I have always jokingly referred to Marléne as my “guru”. Even my wife, when I am leaving for a
session of some sort has sometimes said: “enjoy the time with your guru!”
The reason though, is actually quite simple. I have always been the kind of person that has problems
following the path that my feelings or emotions take. I may feel a particular way, but am usually quite
unable to track it backwards to a source, or forwards to a solution.
The value that Marléne has for me is her innate ability to ask the right questions.
So when I was – at the tail end of 2020 – invited to a try out a Life Alignment session, I jumped at
the opportunity. 2020 being what it was my mind was fuzzier than usual. Conflicting information and
insights were muddying up the waters, adding to the general angst that the year had brought. I was at a
point where everything was blocked up and I was simply riding the wave of whatever came, just reacting
to everything. The result was that I stood still atop that wave.

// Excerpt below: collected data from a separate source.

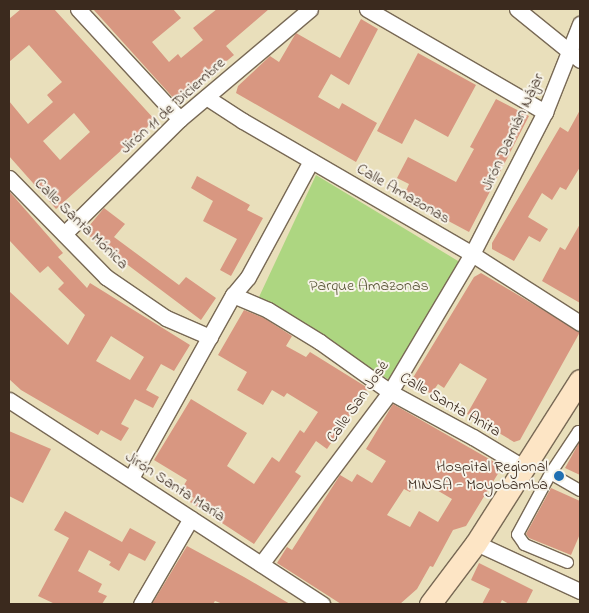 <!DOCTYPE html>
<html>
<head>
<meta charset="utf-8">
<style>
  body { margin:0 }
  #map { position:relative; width:589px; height:613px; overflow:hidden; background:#e9dfbb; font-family:"Indie Flower",sans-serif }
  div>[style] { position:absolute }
  .green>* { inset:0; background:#add681 }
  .building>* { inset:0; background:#d89781 }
  .roads { filter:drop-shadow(1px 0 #786955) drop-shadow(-1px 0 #786955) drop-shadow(0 1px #786955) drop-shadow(0 -1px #786955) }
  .pedestrian>* { height:11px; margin:-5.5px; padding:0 5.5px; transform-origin:5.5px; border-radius:5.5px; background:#fff }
  .minor>* { height:15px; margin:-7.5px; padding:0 7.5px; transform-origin:7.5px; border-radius:7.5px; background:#fff }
  .secondary>* { height:21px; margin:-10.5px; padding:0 10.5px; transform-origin:10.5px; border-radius:10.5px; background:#fde5c5 }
  .dots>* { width:14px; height:14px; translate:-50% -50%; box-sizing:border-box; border:2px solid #f7f3e8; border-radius:50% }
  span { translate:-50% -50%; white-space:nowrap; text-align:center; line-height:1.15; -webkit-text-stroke:4px #f7f3e8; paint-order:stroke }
  .street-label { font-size:16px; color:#3b2a1e }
  .park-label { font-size:16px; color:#585537 }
  .poi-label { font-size:16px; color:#3b2a1e }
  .right { translate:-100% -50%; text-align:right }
  .frame { position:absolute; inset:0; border:10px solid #3b2a1e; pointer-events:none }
</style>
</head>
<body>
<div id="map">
  <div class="green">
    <div style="clip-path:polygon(316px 175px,463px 264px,394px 383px,259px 297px)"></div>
  </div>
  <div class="building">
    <div style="clip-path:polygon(evenodd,21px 9px,54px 9px,155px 120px,56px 209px,9px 156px,9px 101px,28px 124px,53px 102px,47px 95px,62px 82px,29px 45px,9px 62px,9px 19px,21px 9px,74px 113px,90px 132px,60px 160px,43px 141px,74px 113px)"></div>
    <div style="clip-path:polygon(93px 9px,173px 9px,181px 18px,152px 42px,169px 62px,178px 54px,181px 58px,203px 40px,193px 28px,217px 9px,269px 9px,226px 46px,234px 55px,223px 64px,221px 61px,177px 102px)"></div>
    <div style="clip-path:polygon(361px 19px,378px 29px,349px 85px,331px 74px,318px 97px,339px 109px,342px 103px,377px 123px,356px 162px,236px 93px,238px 86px,270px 56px,279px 62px,296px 33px,340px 58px)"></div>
    <div style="clip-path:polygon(418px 53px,476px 85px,448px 137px,415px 119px,402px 144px,377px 131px)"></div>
    <div style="clip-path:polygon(496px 99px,529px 116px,469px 232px,424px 208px,426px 204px,405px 193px,409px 184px,397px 178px,408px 157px,456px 182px,474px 149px,470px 147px)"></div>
    <div style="clip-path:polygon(580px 110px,580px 167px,566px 190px,560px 187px,552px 200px,542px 193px,528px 217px,548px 229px,540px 242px,529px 236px,514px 261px,492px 249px,492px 243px,560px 127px,568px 132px)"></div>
    <div style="clip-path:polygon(197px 176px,250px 205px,247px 210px,263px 218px,231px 276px,220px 270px,237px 239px,203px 221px,213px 201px,191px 188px)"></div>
    <div style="clip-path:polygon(evenodd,9px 191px,63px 253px,58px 257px,87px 288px,90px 283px,190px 345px,174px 371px,161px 364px,146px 390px,159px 397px,153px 408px,135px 399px,121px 424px,129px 428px,121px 441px,101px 430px,98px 435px,21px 390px,9px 379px,9px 291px,68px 345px,85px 315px,58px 289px,64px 283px,48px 266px,40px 273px,9px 240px,9px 191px,111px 336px,144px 357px,130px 380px,96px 361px,111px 336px)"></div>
    <div style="clip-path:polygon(104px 208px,125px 224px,114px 237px,179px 285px,186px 277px,216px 298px,201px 320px,84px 232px)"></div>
    <div style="clip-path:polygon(580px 224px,580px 303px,542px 281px,560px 247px,565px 250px)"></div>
    <div style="clip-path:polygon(481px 273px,580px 332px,520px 440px,514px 442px,467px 414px,487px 379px,460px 363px,444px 388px,438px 384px,431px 394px,411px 381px,474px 277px)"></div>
    <div style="clip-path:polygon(244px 310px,264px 318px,292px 336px,286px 346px,306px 357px,310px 352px,368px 388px,327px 449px,316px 441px,295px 472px,301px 476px,254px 544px,190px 502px,194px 498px,181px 490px,187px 480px,154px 460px,191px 399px,247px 433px,227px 466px,254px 484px,272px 457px,279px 462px,300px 430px,304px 433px,318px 412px,287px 393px,284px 397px,272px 390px,263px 405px,237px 390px,247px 372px,218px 355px)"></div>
    <div style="clip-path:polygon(evenodd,393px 404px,498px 464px,499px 472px,466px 526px,453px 530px,433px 567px,430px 566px,417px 589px,400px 604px,341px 604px,277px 563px,287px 547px,292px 550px,340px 475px,352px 482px,357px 474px,372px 483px,386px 461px,366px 449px,393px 404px,418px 479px,452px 499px,438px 522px,419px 511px,410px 527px,387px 515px,404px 489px,410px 492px,418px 479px)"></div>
    <div style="clip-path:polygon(9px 431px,51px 449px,23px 503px,9px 496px)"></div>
    <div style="clip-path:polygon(580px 441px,580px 475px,565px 468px)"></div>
    <div style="clip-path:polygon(551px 488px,580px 501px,580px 534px,571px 555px,529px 538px,526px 534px)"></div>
    <div style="clip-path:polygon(65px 511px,122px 542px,130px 528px,156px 542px,145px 561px,129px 553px,119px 571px,109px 565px,111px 562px,89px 550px,78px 571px,102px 584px,98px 592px,107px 596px,102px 604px,55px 604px,38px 596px,69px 538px,54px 530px)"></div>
    <div style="clip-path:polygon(187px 546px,244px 577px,290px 604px,223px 604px,215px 601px,213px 604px,152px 604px)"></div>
    <div style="clip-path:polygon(479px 563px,533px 590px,526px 604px,509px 604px,502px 600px,500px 604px,482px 604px,490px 589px,471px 580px)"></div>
  </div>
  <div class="roads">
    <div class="pedestrian">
      <div style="left:550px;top:473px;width:34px;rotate:30deg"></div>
      <div style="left:567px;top:562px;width:47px;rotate:-157.3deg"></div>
      <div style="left:524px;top:544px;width:12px;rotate:-125deg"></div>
      <div style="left:517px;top:534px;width:69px;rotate:-61.6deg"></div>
      <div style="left:550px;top:473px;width:50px;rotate:-56.3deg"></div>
      <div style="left:578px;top:431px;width:2px;rotate:27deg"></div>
    </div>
    <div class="minor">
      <div style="left:78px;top:9px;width:150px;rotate:47.2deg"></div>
      <div style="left:367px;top:9px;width:206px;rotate:30.1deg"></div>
      <div style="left:517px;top:9px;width:81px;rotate:39deg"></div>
      <div style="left:206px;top:97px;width:44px;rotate:33deg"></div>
      <div style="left:243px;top:121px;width:265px;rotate:30.1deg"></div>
      <div style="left:472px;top:254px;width:128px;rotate:32.6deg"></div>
      <div style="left:9px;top:178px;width:139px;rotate:45.6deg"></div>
      <div style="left:106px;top:277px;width:73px;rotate:34.3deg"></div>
      <div style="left:166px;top:318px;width:48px;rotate:23.4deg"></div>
      <div style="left:64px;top:234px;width:163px;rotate:-44.8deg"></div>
      <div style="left:180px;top:119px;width:170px;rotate:-40.2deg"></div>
      <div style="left:233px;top:295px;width:38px;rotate:23deg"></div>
      <div style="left:268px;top:310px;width:61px;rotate:31.6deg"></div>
      <div style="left:320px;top:342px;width:86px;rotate:35.5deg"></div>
      <div style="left:390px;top:392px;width:94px;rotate:28.5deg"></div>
      <div style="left:473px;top:437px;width:58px;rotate:31deg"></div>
      <div style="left:9px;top:400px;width:374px;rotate:33.1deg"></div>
      <div style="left:131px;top:478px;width:210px;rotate:-60.9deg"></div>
      <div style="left:233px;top:295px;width:23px;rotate:-50deg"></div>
      <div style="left:248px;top:277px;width:132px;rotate:-61.5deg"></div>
      <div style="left:476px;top:543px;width:115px;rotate:24.8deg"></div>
      <div style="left:261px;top:564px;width:215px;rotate:-53.1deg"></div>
      <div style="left:390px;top:392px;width:161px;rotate:-59.3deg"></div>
      <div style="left:472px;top:254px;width:160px;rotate:-62.8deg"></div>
      <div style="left:545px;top:112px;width:95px;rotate:-68.3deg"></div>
      <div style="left:141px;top:604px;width:99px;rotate:-59.8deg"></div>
    </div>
    <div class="secondary">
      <div style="left:430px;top:604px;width:76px;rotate:-53deg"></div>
      <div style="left:476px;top:543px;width:193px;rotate:-57.5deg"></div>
    </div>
  </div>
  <div class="dots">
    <div style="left:559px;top:476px;background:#1f6fb2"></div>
  </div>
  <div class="street-label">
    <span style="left:173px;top:106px;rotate:-42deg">Jirón 11 de Diciembre</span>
    <span style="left:513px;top:132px;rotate:-65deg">Jirón Damián Nájar</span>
    <span style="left:403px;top:194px;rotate:30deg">Calle Amazonas</span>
    <span style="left:81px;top:224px;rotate:44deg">Calle Santa Mónica</span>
    <span style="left:358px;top:402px;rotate:-55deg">Calle San José</span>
    <span style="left:450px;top:405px;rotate:30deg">Calle Santa Anita</span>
    <span style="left:175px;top:487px;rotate:33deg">Jirón Santa María</span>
  </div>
  <div class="park-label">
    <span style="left:369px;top:286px">Parque Amazonas</span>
  </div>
  <div class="poi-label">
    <span class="right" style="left:548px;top:476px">Hospital Regional<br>MINSA - Moyobamba</span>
  </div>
  <div class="frame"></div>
</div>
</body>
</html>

I couldn’t turn left nor right, and I couldn’t
move forwards. I could just hold on and hope that it would break at some stage and with luck I would
be deposited on the soft sand and not sucked under.

I didn’t know what Life Alignment was. Sure, I looked it up ahead of time but didn’t delve too
much. I didn’t really want to know. The best thing I find – when visiting with Marléne – is to take along
no preconceived ideas. So when she asked what my intentions for the session were, I had no idea. I’m
not great at processing my own feelings, remember?

So we climbed into it. I won’t go into the process. That is something you discover for yourself. But
I chose to trust the process – and Marléne – as I always have and let things fall where they may. We
started with some baseline questions and then she began her work.
Marléne’s ability to ask the right questions and come right to the heart of the matter is, like I said,
the reason I go. And this was no exception. The combination of the Life Alignment program with
Marléne’s ability to…what is the word…her intuition, very quickly started to target in on exactly what I
was feeling. We chatted through a few of those emotions, constantly testing them, until we zeroed in on
the root. Once we knew that, we could work towards releasing those emotions and changing my focus,
re-framing the situations I found myself in.

My problem with psychotherapy is that it is so abstract. Not so with this process. There is no
messing around on the fringes. We got right to the heart of it and the realisations of how I was actually
feeling – which was quite different to what I THOUGHT I was feeling – were quite profound. I shifted
from being stuck in that emotion to a point where I could see my way down off the wave.
And taking the plunge wasn’t difficult. Moving forward, off that wave and getting started again,
getting out of that stagnant place, was easier than I thought it might be. In the days following the Life
Alignment session I found myself doing things that I had been putting off. I hadn’t consciously planned
to do those things; I just found myself doing them. And when I stopped to think about it I realised: some
shift has taken place. I am standing up again. Some abandoned projects were restarted; some that I had
been putting off were completed. I found my relationships – and my thoughts towards them – taking on
new importance.

The biggest change, though? Clarity. I felt clearer in my mind, not as fuzzy. I started to filter the
information coming in better and forming opinions that resonated with me. At one stage during the two
sessions I had I was compelled to look back into my past, at certain events that I had kept caged up.
While I am not 100% on going there, not yet, I am at least not fearful of doing so, and perhaps
even a little curious, to see what would happen if I went into those moments fully and gave myself
permission to release them, along with the emotions that they throw up.

So yes: if there is something Marléne does well, it is asking the right questions, and getting right
into the marrow. That is the value that she has for me.